Required action
Copy exactly the run of lines that begins at the line with "I need the junctions" and ends at the final line of the entries.

(Records from a data collection)
────────────────
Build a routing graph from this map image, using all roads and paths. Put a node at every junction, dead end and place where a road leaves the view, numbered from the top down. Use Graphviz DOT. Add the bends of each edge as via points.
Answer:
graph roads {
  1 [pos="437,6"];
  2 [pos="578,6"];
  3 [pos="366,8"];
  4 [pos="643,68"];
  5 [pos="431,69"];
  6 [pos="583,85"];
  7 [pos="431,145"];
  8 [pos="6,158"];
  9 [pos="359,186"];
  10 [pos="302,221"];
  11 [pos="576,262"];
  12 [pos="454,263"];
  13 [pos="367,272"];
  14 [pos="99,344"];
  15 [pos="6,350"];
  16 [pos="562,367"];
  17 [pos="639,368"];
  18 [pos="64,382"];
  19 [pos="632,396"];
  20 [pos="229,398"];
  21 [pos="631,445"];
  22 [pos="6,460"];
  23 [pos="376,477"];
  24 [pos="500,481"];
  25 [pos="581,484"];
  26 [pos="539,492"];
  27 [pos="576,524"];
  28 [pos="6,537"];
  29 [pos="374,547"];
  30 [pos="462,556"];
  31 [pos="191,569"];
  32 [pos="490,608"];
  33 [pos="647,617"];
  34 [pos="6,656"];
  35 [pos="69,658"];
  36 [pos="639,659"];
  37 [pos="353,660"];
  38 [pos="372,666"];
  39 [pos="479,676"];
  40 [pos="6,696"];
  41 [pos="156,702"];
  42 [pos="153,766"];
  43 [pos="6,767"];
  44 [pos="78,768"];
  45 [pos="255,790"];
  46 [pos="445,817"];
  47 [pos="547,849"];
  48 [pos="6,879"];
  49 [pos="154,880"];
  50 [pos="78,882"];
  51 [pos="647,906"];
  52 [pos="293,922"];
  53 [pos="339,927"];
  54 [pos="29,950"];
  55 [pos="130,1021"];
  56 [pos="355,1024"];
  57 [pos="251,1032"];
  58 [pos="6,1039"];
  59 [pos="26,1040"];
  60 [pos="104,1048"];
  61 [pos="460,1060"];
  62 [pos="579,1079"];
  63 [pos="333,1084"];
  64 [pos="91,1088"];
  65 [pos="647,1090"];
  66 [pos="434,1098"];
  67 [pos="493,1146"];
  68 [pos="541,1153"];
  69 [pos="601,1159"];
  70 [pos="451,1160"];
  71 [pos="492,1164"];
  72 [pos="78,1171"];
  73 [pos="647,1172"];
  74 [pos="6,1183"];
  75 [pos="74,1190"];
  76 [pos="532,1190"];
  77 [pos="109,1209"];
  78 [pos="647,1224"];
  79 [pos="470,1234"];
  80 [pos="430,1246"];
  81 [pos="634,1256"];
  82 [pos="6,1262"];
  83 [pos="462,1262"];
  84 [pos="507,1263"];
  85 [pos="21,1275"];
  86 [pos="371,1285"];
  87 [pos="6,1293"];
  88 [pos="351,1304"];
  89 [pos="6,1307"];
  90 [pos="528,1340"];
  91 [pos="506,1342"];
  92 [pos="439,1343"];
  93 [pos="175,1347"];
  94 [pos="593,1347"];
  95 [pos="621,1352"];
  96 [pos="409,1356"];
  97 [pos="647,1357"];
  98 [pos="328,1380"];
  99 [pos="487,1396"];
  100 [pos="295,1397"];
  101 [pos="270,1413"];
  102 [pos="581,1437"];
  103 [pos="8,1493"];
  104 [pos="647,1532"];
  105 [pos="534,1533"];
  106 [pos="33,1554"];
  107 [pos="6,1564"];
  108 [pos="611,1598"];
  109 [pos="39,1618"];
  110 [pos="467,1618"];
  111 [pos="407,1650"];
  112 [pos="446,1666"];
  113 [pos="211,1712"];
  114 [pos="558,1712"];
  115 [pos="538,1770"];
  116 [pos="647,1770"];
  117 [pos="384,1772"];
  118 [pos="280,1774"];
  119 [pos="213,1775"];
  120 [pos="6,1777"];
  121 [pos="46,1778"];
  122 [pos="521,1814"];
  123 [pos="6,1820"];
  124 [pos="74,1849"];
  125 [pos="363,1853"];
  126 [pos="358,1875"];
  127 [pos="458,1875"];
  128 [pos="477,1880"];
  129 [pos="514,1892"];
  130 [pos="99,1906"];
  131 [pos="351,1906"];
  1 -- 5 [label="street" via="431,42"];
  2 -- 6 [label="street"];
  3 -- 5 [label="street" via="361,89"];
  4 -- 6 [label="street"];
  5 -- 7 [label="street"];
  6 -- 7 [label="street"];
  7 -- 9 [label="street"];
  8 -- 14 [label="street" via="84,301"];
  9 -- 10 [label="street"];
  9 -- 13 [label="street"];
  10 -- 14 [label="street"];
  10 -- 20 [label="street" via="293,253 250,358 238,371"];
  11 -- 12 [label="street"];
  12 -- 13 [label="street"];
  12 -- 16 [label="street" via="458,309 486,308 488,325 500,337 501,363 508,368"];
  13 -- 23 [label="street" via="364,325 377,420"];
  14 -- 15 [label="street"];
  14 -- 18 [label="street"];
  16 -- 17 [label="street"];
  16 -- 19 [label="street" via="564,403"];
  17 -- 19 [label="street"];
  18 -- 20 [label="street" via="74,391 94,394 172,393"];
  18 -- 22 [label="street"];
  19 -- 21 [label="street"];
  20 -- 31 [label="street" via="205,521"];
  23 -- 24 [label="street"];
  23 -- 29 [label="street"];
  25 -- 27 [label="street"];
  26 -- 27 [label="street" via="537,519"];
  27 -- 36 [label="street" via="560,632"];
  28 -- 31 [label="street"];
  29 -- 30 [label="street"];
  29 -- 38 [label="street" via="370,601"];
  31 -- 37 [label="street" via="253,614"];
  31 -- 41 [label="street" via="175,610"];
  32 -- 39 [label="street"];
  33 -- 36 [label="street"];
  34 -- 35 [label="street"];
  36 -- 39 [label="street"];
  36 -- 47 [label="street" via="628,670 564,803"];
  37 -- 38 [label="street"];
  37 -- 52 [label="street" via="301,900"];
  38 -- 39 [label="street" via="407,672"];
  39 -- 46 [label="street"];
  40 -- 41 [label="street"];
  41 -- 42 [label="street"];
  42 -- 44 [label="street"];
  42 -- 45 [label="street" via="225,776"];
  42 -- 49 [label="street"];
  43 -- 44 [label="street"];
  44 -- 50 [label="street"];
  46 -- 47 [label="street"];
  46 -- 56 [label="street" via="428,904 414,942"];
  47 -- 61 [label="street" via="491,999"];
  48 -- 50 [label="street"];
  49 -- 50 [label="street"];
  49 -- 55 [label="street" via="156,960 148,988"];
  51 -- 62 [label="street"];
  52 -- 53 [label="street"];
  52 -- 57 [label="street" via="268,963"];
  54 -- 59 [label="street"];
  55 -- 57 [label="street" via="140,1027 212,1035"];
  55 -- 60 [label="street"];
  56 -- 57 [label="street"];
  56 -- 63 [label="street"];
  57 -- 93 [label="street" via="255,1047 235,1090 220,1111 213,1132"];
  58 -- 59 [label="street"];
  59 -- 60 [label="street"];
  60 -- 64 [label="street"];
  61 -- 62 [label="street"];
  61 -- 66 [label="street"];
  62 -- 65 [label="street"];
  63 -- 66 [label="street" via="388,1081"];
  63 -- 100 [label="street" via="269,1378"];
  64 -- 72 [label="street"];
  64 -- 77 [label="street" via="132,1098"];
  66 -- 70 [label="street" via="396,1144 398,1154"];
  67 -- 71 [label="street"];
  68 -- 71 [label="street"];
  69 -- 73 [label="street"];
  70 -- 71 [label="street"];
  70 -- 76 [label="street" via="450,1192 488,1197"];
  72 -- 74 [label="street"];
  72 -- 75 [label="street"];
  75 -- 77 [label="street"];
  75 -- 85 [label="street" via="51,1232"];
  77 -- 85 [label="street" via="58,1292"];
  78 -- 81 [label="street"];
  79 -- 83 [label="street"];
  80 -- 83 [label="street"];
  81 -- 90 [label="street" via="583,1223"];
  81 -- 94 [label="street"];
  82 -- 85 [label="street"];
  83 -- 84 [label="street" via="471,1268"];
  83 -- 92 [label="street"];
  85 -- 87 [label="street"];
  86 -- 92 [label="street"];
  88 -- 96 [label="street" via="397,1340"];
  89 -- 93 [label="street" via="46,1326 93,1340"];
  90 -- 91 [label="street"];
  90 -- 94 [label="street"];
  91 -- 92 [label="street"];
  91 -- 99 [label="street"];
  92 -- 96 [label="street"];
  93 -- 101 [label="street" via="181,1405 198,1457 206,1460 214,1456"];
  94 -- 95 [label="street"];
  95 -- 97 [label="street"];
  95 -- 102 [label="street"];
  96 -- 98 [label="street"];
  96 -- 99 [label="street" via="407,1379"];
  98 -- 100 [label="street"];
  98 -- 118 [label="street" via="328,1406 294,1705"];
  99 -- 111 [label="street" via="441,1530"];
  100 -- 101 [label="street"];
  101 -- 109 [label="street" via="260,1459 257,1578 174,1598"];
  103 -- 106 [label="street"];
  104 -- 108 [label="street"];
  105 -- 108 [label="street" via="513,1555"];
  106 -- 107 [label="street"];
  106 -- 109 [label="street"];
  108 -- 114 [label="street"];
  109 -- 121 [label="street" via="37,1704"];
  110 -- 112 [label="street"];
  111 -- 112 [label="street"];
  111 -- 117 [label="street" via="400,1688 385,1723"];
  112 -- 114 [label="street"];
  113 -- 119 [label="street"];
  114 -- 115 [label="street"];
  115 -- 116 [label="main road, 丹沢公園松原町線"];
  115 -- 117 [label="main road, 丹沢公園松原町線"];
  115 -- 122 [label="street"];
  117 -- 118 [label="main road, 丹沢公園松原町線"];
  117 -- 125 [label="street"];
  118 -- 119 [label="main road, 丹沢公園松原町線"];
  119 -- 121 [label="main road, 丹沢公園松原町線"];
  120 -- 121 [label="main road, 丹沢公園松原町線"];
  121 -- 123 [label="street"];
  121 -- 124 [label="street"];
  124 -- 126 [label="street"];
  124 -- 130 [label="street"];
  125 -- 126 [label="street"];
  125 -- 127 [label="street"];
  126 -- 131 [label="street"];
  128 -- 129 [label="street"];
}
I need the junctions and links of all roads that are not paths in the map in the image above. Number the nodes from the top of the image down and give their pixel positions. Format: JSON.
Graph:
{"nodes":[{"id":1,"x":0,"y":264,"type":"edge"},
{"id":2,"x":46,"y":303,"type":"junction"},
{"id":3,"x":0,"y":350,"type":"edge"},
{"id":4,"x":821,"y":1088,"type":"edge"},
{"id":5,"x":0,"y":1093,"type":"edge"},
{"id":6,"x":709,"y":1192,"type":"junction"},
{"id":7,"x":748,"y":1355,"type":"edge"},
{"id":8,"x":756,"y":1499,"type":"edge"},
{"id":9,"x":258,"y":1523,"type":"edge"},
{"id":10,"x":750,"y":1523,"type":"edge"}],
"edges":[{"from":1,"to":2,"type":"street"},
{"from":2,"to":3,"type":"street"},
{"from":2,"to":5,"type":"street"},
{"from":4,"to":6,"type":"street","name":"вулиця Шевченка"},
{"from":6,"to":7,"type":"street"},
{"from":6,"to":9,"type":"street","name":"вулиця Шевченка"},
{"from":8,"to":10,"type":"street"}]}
────────────────
Your solution
I need the junctions and links of all roads that are not paths in the map in the image above. Number the nodes from the top of the image down and give their pixel positions. Format: JSON.
Graph:
{"nodes":[{"id":1,"x":0,"y":264,"type":"edge"},
{"id":2,"x":46,"y":303,"type":"junction"},
{"id":3,"x":0,"y":350,"type":"edge"},
{"id":4,"x":821,"y":1088,"type":"edge"},
{"id":5,"x":0,"y":1093,"type":"edge"},
{"id":6,"x":709,"y":1192,"type":"junction"},
{"id":7,"x":748,"y":1355,"type":"edge"},
{"id":8,"x":756,"y":1499,"type":"edge"},
{"id":9,"x":258,"y":1523,"type":"edge"},
{"id":10,"x":750,"y":1523,"type":"edge"}],
"edges":[{"from":1,"to":2,"type":"street"},
{"from":2,"to":3,"type":"street"},
{"from":2,"to":5,"type":"street"},
{"from":4,"to":6,"type":"street","name":"вулиця Шевченка"},
{"from":6,"to":7,"type":"street"},
{"from":6,"to":9,"type":"street","name":"вулиця Шевченка"},
{"from":8,"to":10,"type":"street"}]}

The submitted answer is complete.